Diagnosis: Bipolar disorder

S: T.E is a 28-year-old client that came to the unit for his fifth follow-up visit. He has been on antidepressant and psychotherapy treatments for bipolar disorder. He was diagnosed with bipolar disorder after he presented to the unit with complaints that included periods of elevated mood. The mood elevation was characterized by behaviors that that included over activity, engaging in goal-directed initiatives, excitement, euphoria and delusions. There was also the alternation of the above symptoms with periods where the client would feel to be significantly depressed. The depressive symptoms included lack of energy, too much sleeping, difficulties in concentrating and making decisions. The depressed mood could happen almost every day for a specific period such as two weeks, followed by elated mood. Further examination of the client had revealed that the symptoms were not severe to cause any impairment in the normal functioning of the client. The symptoms were also not associated with drug use, medical problem or substance and alcohol abuse. As a result, he was diagnosed with bipolar disorder and initiated on treatment.

O: The client appeared appropriately dressed for the occasion. He was oriented to self, place, time and events. His judgment was intact. He denied any recent experience of delusions, hallucinations, illusions, suicidal thoughts, plans, and attempts. 

A: The adopted treatments have been effective in improving the manic and depressive symptoms of bipolar disorder. There is gradual improvement in symptoms, which demonstrate treatment effectiveness.

P:  The client was advised to continue with the current treatments. The decision was made because of the improvement in symptoms and tolerability of the treatments. He was scheduled for a follow-up visit after one month.

Binge Eating Disorder

Name: M.O

Age: 32 years

Diagnosis: Binge eating disorder

S: M.O is a 32-year-old female who came to the unit for her fifth follow-up visit. The visit was due to her diagnosis with binge eating disorder. She has been undergoing psychotherapy treatment in the unit. The client recalled  she was diagnosed with the disorder after she presented with symptoms included recurrent episodes of binge eating.

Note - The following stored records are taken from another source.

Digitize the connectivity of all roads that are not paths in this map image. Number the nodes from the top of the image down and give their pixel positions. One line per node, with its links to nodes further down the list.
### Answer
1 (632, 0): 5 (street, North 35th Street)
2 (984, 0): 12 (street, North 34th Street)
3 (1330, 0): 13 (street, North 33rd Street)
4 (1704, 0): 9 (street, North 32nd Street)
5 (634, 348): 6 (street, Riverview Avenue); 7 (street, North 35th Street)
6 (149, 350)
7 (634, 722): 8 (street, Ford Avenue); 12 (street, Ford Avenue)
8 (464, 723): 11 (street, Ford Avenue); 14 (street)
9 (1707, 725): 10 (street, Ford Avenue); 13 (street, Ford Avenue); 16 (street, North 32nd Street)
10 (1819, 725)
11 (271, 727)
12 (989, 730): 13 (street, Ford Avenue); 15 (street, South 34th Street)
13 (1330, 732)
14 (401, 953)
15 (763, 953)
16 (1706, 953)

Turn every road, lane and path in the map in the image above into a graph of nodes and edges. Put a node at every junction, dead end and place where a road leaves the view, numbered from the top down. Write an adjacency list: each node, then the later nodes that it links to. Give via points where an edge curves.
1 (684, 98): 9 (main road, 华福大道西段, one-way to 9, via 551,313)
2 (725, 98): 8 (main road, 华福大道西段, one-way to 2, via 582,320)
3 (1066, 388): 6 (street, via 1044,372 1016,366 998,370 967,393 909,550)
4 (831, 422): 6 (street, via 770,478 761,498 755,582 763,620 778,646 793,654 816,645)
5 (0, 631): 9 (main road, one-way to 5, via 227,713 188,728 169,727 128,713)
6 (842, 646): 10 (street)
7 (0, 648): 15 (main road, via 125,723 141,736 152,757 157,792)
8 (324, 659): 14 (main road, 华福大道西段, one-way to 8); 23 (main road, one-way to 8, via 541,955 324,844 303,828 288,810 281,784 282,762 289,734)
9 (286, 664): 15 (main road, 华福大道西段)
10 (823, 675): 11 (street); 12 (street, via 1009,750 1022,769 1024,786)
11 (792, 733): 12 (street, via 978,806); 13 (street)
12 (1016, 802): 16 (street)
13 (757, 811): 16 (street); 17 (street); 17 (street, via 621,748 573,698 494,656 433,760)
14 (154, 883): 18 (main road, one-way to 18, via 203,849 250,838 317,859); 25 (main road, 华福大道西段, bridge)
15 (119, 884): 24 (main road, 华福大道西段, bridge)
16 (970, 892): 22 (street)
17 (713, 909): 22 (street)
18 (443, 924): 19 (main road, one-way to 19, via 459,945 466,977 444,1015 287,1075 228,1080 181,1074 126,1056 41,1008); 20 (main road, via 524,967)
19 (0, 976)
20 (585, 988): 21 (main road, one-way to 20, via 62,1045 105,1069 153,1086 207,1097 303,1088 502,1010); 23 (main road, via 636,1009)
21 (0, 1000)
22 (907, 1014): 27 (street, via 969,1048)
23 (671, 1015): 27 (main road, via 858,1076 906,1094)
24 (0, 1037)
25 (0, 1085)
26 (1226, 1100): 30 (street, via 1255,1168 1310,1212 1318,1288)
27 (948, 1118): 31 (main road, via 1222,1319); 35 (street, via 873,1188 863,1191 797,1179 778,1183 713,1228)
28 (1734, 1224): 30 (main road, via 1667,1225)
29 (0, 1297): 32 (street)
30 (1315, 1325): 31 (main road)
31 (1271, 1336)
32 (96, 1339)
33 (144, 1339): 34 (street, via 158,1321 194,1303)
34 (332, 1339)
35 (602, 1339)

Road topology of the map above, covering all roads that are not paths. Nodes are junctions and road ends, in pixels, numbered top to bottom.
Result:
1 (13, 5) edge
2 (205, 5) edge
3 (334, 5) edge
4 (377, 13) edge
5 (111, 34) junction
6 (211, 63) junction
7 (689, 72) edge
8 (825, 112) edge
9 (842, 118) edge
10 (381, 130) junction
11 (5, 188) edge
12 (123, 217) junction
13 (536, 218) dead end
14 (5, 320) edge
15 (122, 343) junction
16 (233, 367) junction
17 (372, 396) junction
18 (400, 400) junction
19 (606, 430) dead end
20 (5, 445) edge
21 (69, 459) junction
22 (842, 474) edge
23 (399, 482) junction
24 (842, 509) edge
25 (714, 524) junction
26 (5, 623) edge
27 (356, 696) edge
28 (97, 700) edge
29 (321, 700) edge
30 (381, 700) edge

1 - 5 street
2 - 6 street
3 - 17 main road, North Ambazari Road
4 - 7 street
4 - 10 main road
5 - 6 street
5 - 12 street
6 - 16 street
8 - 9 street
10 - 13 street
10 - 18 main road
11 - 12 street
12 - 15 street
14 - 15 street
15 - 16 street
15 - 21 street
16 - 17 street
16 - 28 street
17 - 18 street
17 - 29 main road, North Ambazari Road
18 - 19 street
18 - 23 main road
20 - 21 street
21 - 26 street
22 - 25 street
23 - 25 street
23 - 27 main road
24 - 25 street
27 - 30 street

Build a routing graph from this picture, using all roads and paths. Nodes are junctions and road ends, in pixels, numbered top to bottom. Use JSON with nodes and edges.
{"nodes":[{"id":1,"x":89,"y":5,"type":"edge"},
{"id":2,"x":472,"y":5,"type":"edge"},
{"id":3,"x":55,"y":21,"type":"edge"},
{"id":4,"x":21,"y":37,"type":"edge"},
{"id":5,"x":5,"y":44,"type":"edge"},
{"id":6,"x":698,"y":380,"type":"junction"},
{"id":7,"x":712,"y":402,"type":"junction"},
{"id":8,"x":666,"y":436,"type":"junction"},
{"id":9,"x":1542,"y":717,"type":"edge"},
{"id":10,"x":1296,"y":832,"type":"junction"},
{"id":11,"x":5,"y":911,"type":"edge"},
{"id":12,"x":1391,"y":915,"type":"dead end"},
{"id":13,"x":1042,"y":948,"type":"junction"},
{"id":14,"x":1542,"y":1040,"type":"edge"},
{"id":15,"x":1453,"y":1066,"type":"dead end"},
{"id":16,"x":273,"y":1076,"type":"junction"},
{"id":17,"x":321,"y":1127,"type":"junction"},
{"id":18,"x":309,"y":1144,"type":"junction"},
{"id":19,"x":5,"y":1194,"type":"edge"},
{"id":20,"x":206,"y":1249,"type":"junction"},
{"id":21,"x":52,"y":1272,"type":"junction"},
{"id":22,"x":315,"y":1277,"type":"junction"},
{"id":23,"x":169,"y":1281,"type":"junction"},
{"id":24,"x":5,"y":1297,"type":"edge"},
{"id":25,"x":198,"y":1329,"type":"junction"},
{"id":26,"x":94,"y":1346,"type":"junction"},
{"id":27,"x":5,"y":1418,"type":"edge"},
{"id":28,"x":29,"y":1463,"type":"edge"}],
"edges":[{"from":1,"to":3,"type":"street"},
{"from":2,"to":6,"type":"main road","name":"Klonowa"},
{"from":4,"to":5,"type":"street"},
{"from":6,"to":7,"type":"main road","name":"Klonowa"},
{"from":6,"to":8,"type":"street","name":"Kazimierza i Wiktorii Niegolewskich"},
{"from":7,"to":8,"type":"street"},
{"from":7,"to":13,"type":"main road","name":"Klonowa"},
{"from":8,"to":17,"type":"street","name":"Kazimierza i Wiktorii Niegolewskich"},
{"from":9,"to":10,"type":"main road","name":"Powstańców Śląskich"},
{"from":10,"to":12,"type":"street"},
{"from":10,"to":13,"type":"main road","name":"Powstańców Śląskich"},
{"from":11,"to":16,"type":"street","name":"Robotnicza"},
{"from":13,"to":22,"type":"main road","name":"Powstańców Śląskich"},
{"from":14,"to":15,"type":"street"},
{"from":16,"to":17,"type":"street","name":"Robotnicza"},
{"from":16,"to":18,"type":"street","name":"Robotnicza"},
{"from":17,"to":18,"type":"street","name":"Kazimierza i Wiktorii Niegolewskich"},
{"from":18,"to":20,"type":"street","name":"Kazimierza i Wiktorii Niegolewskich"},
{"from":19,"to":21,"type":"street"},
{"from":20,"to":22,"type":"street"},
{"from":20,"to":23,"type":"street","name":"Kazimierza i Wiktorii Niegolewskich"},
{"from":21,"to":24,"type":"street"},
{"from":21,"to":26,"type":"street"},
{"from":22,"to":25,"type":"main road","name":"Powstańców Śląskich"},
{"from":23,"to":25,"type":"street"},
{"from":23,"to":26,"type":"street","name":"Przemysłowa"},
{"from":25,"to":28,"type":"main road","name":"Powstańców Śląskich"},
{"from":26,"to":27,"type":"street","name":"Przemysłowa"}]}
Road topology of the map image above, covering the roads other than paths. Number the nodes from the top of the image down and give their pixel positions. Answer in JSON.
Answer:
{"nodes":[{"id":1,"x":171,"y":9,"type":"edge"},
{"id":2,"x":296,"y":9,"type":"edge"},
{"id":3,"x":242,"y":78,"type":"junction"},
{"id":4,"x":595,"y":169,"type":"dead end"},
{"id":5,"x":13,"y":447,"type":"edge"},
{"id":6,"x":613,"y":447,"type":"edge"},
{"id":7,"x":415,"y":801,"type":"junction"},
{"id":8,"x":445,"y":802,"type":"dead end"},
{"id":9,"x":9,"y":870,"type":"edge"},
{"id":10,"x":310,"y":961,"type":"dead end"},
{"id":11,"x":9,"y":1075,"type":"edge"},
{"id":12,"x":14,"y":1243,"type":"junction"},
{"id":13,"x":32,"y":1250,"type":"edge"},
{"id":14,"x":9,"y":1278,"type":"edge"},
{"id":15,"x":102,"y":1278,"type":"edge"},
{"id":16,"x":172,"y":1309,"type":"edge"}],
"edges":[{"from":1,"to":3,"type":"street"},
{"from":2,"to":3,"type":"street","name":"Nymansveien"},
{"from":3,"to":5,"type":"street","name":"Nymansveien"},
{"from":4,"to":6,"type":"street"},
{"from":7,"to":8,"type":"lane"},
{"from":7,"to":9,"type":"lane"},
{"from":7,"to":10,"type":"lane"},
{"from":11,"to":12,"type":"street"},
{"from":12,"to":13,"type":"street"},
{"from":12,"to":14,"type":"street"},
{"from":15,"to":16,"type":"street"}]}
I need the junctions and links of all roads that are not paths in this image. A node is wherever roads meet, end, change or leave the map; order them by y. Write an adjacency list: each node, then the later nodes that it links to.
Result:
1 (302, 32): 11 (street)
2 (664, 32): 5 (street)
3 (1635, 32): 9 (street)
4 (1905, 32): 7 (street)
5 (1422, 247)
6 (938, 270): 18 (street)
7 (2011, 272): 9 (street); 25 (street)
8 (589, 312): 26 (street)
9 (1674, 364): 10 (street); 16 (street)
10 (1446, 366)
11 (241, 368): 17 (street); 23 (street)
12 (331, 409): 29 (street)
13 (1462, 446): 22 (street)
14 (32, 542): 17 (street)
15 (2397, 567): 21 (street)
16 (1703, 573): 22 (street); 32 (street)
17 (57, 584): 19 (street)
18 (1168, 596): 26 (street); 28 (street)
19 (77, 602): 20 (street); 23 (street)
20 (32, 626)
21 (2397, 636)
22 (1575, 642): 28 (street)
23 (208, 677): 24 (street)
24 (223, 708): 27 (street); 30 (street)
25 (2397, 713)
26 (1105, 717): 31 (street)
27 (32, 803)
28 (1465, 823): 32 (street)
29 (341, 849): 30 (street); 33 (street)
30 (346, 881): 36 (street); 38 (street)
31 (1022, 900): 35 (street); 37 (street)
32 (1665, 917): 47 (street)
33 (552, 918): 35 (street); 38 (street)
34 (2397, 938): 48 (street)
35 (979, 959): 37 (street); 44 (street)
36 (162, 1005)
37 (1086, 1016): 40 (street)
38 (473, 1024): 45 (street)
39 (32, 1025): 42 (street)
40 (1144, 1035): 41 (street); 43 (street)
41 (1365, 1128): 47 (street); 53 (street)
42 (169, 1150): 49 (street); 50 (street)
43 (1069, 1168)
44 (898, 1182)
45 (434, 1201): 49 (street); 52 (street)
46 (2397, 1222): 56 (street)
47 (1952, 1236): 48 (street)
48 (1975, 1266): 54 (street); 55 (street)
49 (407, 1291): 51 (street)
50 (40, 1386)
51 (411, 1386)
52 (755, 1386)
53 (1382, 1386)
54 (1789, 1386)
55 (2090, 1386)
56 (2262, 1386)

The symptoms associated with binge eating included eating within a discrete period of time food that was perceived more than what most people would eat during that time. She also reported the lack of control over her eating habits. The binge eating was associated with eating more than normal, eating alone or avoiding others during meals, and being distressed by her eating behaviors. There was also the absence of use of compensatory behaviors such as fasting and purging. The above symptoms led to the diagnosis of binge eating disorder. The client has been undergoing psychotherapy sessions in the unit.

O: The client appeared dressed appropriately for the occasion. She was oriented to self, time, others and events. Her judgment was intact. Her self-reported mood was normal. She denied any instances of altered judgment. Her speech was of normal rate and volume. She denied suicidal thoughts, plans, and attempts, illusions, delusions and hallucinations.

A: The client has demonstrated progressive improvement in the symptoms of binge eating disorder. She is confident that she can use the knowledge and skills gained from the psychotherapy sessions to manage her problem.  

P: The psychotherapy sessions were terminated with consent from the client. The treatment goals had been reached.  She was scheduled for a follow-up visit after two months.